Time difference in years with lubridate?

Question

I would like to use lubridate to calculate age in years given their date of birth and today's date. Right now I have this:

library(lubridate)
today<-mdy(08312015)
dob<-mdy(09071982)
today-dob

which gives me their age in days.

Answer 1

This is the lubridate approach I would take:

interval(dob, today) / years(1)

Yields the answer of 32 years.

Note that the function will complain that it cannot express the remainder of the fraction of the year. This is because year is not a fixed concept, i.e. 366 in leap years and 365 in non-leap years. You can get an answer with more detail in regard to the number of weeks and days:

interval_period = interval(dob, today)
full_year = interval_period %/% years(1)
remaining_weeks = interval_period %% years(1) %/% weeks(1)
remaining_days = interval_period %% years(1) %% weeks(1) %/% days(1)
sprintf('Your age is %d years, %d weeks and %d days', full_year, remaining_weeks, remaining_days)
# [1] "Your age is 32 years, 51 weeks and 1 days"
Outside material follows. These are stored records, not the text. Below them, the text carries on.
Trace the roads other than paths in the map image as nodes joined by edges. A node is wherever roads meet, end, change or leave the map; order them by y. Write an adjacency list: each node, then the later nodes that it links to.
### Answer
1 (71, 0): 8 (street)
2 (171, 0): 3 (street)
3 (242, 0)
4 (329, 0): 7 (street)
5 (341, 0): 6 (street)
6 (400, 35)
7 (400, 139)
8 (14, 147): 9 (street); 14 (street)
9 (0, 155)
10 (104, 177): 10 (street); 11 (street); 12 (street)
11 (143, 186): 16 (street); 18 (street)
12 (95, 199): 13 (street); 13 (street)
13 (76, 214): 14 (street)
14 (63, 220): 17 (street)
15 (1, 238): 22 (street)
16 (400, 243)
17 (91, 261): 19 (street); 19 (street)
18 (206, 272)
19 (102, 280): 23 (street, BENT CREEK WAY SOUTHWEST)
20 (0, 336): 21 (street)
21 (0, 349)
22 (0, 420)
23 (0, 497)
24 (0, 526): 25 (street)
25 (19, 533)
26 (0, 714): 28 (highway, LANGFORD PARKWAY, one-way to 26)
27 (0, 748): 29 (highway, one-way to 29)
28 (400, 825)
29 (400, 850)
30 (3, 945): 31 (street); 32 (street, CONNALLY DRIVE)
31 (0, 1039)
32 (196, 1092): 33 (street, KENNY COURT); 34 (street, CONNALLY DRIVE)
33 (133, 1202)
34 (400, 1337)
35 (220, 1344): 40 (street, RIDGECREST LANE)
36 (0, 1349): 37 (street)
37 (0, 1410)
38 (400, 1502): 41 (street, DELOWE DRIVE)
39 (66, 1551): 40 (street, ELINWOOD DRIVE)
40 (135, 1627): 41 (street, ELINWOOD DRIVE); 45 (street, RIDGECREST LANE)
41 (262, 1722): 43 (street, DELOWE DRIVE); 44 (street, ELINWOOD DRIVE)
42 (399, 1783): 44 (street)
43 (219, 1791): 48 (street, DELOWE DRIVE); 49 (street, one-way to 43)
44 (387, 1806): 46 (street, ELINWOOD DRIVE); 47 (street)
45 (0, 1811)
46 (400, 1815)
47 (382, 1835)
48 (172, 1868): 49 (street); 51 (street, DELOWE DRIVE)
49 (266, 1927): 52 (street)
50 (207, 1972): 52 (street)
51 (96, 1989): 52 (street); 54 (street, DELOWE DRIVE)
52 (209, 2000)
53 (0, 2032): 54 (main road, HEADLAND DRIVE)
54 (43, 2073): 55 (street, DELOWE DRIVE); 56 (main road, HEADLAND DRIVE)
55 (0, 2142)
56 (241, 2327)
Note that I use %/% for division and %% as modulo to get the remaining weeks/days after subtracting the full years/weeks.

Answer 2

as.period(today - dob, unit = "years")

This will give a message that it's only an estimate because it doesn't take into account the exact starting date and end date.

Answer 3

as.duration(interval(dob,today)) %/% as.duration(years(1))

should do the job without errors.